• Work required: Go through the records and count the lines where the string "links" occurs. Reply with the number only.

(Source records)

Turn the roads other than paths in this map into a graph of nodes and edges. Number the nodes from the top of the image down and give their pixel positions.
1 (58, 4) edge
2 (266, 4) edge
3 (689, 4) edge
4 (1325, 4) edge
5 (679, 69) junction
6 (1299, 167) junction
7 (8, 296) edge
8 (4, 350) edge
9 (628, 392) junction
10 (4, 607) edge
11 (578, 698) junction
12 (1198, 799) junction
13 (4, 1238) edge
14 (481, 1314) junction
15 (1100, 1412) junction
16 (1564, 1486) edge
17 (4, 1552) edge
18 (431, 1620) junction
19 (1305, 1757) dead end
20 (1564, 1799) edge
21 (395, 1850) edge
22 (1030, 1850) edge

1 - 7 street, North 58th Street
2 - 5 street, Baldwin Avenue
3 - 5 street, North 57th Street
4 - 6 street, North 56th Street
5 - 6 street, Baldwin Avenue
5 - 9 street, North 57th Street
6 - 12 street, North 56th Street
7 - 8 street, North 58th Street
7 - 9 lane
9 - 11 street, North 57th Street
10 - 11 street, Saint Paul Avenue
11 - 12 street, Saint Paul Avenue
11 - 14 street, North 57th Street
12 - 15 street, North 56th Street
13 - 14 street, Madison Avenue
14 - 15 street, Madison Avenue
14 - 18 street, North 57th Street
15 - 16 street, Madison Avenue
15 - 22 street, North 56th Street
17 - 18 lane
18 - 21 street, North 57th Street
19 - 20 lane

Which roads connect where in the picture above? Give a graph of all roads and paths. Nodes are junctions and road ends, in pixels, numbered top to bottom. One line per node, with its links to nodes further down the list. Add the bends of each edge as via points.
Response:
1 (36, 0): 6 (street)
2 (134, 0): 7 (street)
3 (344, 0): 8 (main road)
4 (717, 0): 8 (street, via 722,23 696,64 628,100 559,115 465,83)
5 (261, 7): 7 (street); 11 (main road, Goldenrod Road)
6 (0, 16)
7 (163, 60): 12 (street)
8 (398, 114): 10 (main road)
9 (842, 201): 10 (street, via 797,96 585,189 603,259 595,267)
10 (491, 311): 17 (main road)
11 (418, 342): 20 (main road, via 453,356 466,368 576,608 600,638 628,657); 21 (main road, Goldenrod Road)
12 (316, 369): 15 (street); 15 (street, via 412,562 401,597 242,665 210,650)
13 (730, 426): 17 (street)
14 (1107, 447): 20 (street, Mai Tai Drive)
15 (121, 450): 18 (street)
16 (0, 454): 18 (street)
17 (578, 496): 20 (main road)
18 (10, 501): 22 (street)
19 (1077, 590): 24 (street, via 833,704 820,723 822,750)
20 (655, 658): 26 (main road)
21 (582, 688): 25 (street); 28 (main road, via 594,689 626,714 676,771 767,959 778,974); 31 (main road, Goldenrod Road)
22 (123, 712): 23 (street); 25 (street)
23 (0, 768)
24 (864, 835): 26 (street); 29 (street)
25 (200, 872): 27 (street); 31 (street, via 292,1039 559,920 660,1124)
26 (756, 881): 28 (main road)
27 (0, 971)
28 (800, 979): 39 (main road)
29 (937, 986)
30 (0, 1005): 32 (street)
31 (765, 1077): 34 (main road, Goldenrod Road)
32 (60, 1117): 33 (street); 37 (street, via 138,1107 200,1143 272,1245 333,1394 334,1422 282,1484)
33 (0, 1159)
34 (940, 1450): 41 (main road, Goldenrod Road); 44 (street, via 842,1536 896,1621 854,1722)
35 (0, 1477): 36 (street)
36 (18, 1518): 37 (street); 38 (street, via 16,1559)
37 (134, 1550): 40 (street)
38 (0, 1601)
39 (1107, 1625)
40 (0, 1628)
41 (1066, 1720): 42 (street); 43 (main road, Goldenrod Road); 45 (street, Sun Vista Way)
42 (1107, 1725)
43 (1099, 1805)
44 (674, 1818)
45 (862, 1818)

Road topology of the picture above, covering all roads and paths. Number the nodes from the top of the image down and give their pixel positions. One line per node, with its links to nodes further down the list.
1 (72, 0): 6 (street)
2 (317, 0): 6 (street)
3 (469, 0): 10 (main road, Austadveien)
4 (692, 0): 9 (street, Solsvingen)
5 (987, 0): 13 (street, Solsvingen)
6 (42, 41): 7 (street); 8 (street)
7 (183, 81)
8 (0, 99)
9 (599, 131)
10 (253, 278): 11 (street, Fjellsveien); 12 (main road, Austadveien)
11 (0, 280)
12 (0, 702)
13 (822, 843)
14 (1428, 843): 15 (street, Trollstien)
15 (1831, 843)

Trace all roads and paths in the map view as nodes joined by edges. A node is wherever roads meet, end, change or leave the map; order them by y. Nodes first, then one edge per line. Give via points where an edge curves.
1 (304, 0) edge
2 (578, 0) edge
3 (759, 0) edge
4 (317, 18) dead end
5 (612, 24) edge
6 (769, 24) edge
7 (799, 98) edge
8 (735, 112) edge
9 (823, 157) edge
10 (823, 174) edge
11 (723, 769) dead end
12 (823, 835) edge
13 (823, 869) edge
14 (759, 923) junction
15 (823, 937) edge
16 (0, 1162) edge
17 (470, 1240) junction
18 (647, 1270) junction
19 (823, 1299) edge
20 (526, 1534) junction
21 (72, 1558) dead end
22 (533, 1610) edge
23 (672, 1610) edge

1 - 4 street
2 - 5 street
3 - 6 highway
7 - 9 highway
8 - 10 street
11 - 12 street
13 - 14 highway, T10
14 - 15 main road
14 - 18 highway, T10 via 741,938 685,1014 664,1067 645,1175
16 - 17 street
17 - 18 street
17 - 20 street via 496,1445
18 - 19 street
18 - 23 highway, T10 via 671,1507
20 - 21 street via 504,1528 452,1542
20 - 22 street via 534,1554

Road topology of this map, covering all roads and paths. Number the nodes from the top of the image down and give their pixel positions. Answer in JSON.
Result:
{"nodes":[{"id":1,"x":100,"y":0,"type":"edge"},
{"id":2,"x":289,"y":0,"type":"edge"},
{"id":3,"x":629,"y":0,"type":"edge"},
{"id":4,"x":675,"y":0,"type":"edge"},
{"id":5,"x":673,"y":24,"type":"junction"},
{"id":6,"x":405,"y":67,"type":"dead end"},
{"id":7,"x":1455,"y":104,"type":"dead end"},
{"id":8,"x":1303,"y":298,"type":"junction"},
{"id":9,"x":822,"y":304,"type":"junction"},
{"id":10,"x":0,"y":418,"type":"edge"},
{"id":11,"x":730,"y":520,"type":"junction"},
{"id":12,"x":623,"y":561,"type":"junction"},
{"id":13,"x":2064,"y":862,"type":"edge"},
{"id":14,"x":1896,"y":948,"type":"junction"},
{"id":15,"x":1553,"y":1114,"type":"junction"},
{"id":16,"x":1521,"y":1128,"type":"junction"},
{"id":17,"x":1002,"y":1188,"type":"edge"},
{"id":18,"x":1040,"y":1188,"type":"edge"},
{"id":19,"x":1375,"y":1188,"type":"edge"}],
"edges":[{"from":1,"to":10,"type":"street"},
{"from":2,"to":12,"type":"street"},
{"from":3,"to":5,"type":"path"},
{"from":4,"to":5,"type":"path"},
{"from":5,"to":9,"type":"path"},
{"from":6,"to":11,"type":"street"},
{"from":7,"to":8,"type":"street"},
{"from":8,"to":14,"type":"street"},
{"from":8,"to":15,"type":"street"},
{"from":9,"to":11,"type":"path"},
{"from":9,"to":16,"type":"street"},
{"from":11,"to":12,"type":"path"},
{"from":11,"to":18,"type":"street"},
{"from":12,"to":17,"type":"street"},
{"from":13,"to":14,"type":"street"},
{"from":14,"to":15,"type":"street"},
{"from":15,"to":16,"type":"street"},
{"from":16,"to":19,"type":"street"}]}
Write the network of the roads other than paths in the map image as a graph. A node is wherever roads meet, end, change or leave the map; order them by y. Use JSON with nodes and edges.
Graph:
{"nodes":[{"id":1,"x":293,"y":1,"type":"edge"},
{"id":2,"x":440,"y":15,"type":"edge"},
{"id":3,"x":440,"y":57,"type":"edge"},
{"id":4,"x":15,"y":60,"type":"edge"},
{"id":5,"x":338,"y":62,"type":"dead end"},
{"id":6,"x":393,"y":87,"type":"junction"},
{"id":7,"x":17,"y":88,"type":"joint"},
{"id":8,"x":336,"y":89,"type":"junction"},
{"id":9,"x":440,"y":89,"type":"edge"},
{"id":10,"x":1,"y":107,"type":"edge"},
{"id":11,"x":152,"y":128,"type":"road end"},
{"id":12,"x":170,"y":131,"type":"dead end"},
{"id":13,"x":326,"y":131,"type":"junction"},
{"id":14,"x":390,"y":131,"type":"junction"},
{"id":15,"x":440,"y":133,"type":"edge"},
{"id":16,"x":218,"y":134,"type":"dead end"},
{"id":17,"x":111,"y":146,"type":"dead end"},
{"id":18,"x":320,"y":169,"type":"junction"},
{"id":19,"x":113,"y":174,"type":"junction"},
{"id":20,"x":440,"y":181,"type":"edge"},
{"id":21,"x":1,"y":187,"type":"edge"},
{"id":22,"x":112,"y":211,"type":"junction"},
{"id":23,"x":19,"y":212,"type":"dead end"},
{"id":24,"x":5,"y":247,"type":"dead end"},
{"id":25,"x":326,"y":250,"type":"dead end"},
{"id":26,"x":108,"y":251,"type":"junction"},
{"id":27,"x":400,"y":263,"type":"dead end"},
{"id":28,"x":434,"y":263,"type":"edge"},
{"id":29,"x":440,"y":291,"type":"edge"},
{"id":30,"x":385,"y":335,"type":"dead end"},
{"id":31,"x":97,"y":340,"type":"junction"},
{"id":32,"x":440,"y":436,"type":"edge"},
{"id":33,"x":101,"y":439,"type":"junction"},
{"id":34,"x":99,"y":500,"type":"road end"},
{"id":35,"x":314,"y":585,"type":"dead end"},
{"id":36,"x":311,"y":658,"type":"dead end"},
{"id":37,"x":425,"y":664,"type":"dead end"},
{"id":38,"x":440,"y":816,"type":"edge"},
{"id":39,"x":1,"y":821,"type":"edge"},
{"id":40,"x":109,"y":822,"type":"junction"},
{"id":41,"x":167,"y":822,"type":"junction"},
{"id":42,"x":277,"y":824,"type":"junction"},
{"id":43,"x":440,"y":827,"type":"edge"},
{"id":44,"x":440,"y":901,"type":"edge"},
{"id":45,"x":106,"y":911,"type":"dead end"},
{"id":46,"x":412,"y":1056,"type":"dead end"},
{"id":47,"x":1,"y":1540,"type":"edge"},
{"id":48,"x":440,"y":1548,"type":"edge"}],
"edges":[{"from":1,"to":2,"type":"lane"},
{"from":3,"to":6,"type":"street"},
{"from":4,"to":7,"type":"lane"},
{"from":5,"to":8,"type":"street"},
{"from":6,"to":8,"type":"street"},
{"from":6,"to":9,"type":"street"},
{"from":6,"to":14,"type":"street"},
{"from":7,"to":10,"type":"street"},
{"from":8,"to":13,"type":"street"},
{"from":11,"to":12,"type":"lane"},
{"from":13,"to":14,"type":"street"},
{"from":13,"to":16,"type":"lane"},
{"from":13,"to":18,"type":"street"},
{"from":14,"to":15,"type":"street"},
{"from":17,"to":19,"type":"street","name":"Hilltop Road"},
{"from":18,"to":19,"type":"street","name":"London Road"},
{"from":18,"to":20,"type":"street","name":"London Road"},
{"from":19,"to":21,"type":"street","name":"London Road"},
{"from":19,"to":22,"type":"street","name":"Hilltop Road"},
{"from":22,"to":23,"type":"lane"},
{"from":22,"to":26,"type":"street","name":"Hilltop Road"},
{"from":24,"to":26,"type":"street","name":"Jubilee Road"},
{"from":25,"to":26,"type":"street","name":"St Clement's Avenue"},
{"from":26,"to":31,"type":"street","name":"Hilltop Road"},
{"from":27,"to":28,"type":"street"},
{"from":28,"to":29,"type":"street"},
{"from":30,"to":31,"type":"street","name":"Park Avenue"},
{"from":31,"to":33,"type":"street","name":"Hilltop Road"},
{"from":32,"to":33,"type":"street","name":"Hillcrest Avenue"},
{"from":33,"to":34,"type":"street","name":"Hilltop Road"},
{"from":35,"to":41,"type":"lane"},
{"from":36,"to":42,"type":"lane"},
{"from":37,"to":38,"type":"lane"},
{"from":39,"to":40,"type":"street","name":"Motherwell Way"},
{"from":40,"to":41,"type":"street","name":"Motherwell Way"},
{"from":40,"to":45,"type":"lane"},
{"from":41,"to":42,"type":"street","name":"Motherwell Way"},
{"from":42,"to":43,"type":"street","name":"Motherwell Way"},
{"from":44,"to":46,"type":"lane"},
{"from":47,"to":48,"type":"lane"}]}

• Finished exercise: 2